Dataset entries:
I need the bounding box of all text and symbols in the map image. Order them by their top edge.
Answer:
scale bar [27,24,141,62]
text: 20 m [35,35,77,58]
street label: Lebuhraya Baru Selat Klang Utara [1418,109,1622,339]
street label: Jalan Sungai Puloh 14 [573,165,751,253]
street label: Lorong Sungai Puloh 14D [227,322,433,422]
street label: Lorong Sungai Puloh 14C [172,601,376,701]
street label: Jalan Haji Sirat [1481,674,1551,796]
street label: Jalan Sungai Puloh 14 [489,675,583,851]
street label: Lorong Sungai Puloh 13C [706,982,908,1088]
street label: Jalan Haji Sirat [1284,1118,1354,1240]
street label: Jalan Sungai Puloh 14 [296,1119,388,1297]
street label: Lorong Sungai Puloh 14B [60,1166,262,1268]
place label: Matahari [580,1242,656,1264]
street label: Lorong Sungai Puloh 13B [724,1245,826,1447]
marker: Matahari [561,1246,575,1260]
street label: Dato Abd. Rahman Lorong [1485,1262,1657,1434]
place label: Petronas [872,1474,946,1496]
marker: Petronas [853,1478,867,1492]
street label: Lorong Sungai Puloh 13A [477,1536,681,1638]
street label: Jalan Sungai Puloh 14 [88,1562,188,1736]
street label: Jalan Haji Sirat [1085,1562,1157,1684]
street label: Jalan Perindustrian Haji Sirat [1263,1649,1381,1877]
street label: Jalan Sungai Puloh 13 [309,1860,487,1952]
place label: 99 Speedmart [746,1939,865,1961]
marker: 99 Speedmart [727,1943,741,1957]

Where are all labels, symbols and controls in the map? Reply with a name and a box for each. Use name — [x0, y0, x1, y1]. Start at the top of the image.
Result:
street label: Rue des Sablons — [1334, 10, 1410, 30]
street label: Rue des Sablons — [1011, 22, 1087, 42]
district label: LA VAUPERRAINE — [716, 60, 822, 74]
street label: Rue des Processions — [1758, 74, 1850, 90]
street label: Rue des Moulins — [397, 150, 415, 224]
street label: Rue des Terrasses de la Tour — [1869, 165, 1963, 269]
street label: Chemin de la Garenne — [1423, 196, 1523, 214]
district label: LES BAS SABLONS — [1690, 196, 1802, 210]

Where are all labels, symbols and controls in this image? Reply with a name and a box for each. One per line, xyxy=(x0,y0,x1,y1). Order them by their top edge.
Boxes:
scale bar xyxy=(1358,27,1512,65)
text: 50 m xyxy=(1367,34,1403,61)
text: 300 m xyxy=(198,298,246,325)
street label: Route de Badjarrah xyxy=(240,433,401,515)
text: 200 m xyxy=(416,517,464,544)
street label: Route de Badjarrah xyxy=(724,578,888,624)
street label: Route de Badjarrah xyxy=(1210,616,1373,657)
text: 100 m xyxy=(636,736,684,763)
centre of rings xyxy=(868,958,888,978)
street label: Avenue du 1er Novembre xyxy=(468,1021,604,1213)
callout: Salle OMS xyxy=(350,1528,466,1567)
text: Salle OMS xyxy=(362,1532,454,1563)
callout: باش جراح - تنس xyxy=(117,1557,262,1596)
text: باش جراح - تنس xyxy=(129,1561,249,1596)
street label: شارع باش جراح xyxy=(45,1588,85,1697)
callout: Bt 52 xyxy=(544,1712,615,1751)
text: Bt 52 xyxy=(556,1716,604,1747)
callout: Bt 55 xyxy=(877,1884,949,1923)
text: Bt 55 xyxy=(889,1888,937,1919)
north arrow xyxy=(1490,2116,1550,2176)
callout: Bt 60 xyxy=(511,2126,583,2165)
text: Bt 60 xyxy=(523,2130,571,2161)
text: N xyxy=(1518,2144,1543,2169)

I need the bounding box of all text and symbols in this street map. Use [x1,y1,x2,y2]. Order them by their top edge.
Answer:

Problem to solve: The whole set of records needs to be written out exactly.

Answer space:
I need the bounding box of all text and symbols in the map image. Order them by their top edge.
Answer:
scale bar [27,24,141,62]
text: 20 m [35,35,77,58]
street label: Lebuhraya Baru Selat Klang Utara [1418,109,1622,339]
street label: Jalan Sungai Puloh 14 [573,165,751,253]
street label: Lorong Sungai Puloh 14D [227,322,433,422]
street label: Lorong Sungai Puloh 14C [172,601,376,701]
street label: Jalan Haji Sirat [1481,674,1551,796]
street label: Jalan Sungai Puloh 14 [489,675,583,851]
street label: Lorong Sungai Puloh 13C [706,982,908,1088]
street label: Jalan Haji Sirat [1284,1118,1354,1240]
street label: Jalan Sungai Puloh 14 [296,1119,388,1297]
street label: Lorong Sungai Puloh 14B [60,1166,262,1268]
place label: Matahari [580,1242,656,1264]
street label: Lorong Sungai Puloh 13B [724,1245,826,1447]
marker: Matahari [561,1246,575,1260]
street label: Dato Abd. Rahman Lorong [1485,1262,1657,1434]
place label: Petronas [872,1474,946,1496]
marker: Petronas [853,1478,867,1492]
street label: Lorong Sungai Puloh 13A [477,1536,681,1638]
street label: Jalan Sungai Puloh 14 [88,1562,188,1736]
street label: Jalan Haji Sirat [1085,1562,1157,1684]
street label: Jalan Perindustrian Haji Sirat [1263,1649,1381,1877]
street label: Jalan Sungai Puloh 13 [309,1860,487,1952]
place label: 99 Speedmart [746,1939,865,1961]
marker: 99 Speedmart [727,1943,741,1957]

Where are all labels, symbols and controls in the map? Reply with a name and a box for each. Use name — [x0, y0, x1, y1]. Start at the top of the image.
Result:
street label: Rue des Sablons — [1334, 10, 1410, 30]
street label: Rue des Sablons — [1011, 22, 1087, 42]
district label: LA VAUPERRAINE — [716, 60, 822, 74]
street label: Rue des Processions — [1758, 74, 1850, 90]
street label: Rue des Moulins — [397, 150, 415, 224]
street label: Rue des Terrasses de la Tour — [1869, 165, 1963, 269]
street label: Chemin de la Garenne — [1423, 196, 1523, 214]
district label: LES BAS SABLONS — [1690, 196, 1802, 210]

Where are all labels, symbols and controls in this image? Reply with a name and a box for each. One per line, xyxy=(x0,y0,x1,y1). Order them by their top edge.
Boxes:
scale bar xyxy=(1358,27,1512,65)
text: 50 m xyxy=(1367,34,1403,61)
text: 300 m xyxy=(198,298,246,325)
street label: Route de Badjarrah xyxy=(240,433,401,515)
text: 200 m xyxy=(416,517,464,544)
street label: Route de Badjarrah xyxy=(724,578,888,624)
street label: Route de Badjarrah xyxy=(1210,616,1373,657)
text: 100 m xyxy=(636,736,684,763)
centre of rings xyxy=(868,958,888,978)
street label: Avenue du 1er Novembre xyxy=(468,1021,604,1213)
callout: Salle OMS xyxy=(350,1528,466,1567)
text: Salle OMS xyxy=(362,1532,454,1563)
callout: باش جراح - تنس xyxy=(117,1557,262,1596)
text: باش جراح - تنس xyxy=(129,1561,249,1596)
street label: شارع باش جراح xyxy=(45,1588,85,1697)
callout: Bt 52 xyxy=(544,1712,615,1751)
text: Bt 52 xyxy=(556,1716,604,1747)
callout: Bt 55 xyxy=(877,1884,949,1923)
text: Bt 55 xyxy=(889,1888,937,1919)
north arrow xyxy=(1490,2116,1550,2176)
callout: Bt 60 xyxy=(511,2126,583,2165)
text: Bt 60 xyxy=(523,2130,571,2161)
text: N xyxy=(1518,2144,1543,2169)

I need the bounding box of all text and symbols in this street map. Use [x1,y1,x2,y2]. Order them by their top edge.
Answer:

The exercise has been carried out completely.